The videos, intended to ramp up fear of immigrants, do not actually include any immigrants.
One, which shows a statue of the Virgin Mary being desecrated, was taken in Syria, where a deadly civil war has turned the country into a fertile ground for militant groups.
Another video showing a teenager being pushed off the rooftop is from Egypt, where turmoil erupted after a coup against President Mohamed Morsi of the Muslim Brotherhood in 2013.
The third video supposedly shows a “Muslim migrant” beating up a boy on crutches in the Netherlands. But the assailant in the footage is neither an immigrant nor a Muslim.
Still, the White House told reporters that truth should not be their main concern.
White House spokeswoman Sarah Sanders dismissed the relevance of the authenticity of the videos, saying that journalists questioning whether the videos were real were “focusing on the wrong thing”.
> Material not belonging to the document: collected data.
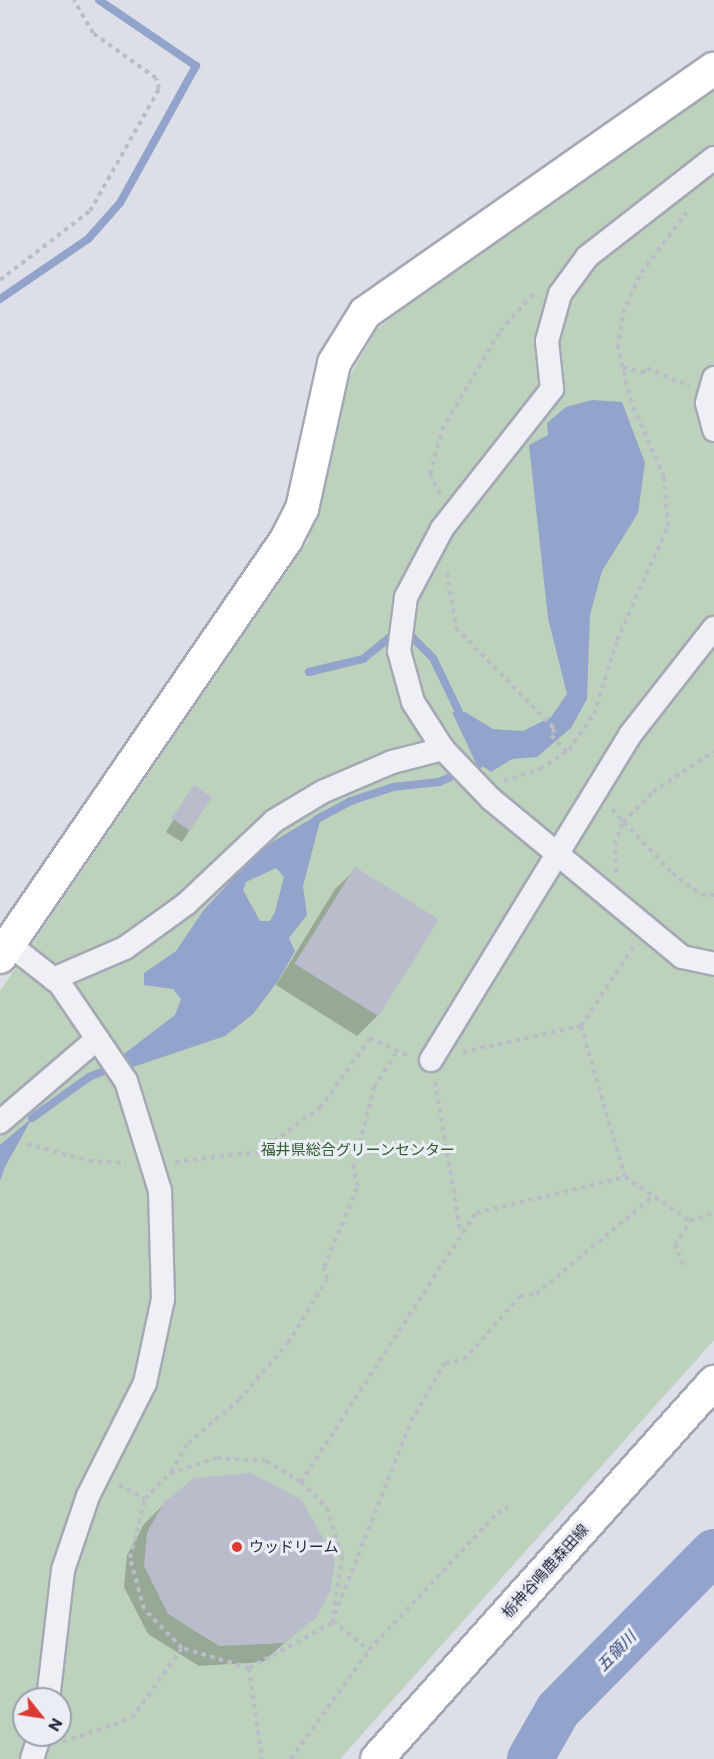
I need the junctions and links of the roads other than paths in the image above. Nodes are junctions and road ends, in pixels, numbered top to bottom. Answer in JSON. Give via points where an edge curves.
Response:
{"nodes":[{"id":1,"x":714,"y":69,"type":"edge"},
{"id":2,"x":714,"y":158,"type":"edge"},
{"id":3,"x":712,"y":386,"type":"edge"},
{"id":4,"x":714,"y":430,"type":"edge"},
{"id":5,"x":714,"y":628,"type":"edge"},
{"id":6,"x":443,"y":749,"type":"junction"},
{"id":7,"x":555,"y":856,"type":"junction"},
{"id":8,"x":5,"y":950,"type":"edge"},
{"id":9,"x":714,"y":964,"type":"edge"},
{"id":10,"x":54,"y":979,"type":"junction"},
{"id":11,"x":97,"y":1039,"type":"junction"},
{"id":12,"x":431,"y":1060,"type":"road end"},
{"id":13,"x":0,"y":1122,"type":"edge"},
{"id":14,"x":714,"y":1382,"type":"edge"},
{"id":15,"x":49,"y":1687,"type":"edge"},
{"id":16,"x":377,"y":1759,"type":"edge"}],
"edges":[{"from":1,"to":8,"type":"street","via":[[365,313],[334,363],[302,509],[285,540]]},
{"from":2,"to":6,"type":"street","via":[[587,257],[560,294],[548,341],[552,389],[448,522],[406,597],[399,651],[413,702]]},
{"from":3,"to":4,"type":"street"},
{"from":5,"to":7,"type":"street","via":[[630,735]]},
{"from":6,"to":7,"type":"street"},
{"from":6,"to":10,"type":"street","via":[[392,762],[322,792],[274,821],[186,904],[125,948]]},
{"from":7,"to":9,"type":"street","via":[[682,957]]},
{"from":7,"to":12,"type":"street"},
{"from":8,"to":10,"type":"street"},
{"from":10,"to":11,"type":"street"},
{"from":11,"to":13,"type":"street"},
{"from":11,"to":15,"type":"street","via":[[126,1081],[159,1191],[163,1299],[145,1383],[88,1496],[63,1570]]},
{"from":14,"to":16,"type":"street","name":"栃神谷鳴鹿森田線"}]}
“Whether it is a real video, the threat is real,” Sanders told reporters on Wednesday. “That is what the president is talking about, that is what the president is focused on is dealing with those real threats, and those are real no matter how you look at it.”
Indeed the threat is real, said Abuznaid – “for Muslims across the world, for black people across the world, for undocumented people in this country.
“You have this vantage point where the oppressors seem to view themselves as victims,” he told MEE.
Trump has a history of making false statements to vilify Muslims.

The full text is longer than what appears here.